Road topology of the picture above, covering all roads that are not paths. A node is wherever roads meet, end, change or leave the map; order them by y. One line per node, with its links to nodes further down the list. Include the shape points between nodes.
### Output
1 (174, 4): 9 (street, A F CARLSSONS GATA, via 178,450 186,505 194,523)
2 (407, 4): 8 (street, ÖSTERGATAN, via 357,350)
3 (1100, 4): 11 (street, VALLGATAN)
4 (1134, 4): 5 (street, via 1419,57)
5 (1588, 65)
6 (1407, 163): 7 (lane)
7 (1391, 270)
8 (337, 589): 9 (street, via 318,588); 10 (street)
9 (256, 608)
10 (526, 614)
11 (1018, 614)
.....
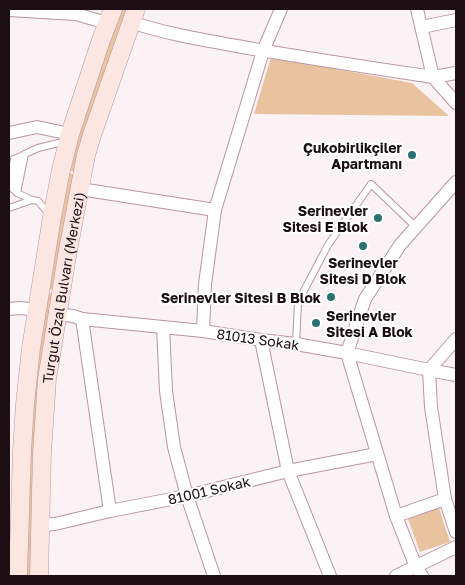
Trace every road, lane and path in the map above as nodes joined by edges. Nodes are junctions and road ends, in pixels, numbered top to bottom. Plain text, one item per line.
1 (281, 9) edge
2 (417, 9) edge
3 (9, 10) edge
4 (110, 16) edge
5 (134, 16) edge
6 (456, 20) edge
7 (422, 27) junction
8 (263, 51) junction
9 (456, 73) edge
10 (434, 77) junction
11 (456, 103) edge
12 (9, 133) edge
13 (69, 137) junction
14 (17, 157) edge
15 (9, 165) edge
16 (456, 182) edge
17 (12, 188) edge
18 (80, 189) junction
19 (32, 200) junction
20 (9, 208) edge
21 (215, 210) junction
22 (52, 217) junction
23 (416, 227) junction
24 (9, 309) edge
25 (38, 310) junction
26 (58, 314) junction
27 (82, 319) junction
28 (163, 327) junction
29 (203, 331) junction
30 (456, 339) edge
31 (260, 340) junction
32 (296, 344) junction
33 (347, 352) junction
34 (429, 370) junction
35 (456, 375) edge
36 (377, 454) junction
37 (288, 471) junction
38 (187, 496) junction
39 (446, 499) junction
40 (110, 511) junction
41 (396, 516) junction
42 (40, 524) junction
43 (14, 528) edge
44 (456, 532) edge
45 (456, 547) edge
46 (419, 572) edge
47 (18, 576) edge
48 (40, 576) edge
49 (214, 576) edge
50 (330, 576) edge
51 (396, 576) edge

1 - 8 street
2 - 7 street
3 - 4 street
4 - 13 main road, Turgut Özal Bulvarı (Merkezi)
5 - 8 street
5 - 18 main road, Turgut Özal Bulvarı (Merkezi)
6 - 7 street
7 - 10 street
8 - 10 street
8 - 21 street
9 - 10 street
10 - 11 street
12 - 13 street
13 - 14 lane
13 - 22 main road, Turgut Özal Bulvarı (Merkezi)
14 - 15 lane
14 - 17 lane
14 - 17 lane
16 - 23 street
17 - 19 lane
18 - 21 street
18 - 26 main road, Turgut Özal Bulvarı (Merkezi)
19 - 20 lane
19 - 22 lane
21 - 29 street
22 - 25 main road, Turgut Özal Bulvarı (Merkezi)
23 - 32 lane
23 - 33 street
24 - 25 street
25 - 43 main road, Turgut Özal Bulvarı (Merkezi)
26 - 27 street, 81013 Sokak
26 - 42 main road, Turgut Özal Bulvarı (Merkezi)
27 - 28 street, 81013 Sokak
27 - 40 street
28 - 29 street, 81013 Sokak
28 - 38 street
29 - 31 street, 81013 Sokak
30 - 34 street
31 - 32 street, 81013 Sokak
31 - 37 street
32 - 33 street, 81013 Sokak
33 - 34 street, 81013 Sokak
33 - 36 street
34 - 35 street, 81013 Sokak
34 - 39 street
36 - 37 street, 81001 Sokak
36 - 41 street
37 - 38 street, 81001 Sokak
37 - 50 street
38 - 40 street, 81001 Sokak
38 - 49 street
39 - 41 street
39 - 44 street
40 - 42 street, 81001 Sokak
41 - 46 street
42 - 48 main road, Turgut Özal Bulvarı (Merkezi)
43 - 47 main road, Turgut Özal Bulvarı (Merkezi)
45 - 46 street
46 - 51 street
.....
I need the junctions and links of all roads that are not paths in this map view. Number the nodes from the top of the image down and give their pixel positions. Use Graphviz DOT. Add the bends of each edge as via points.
.....
▸ THE PROBLEM
Among the entries above, say how many lines hold the word "down". No other words belong in the answer.

▸ TASK SOLUTION
2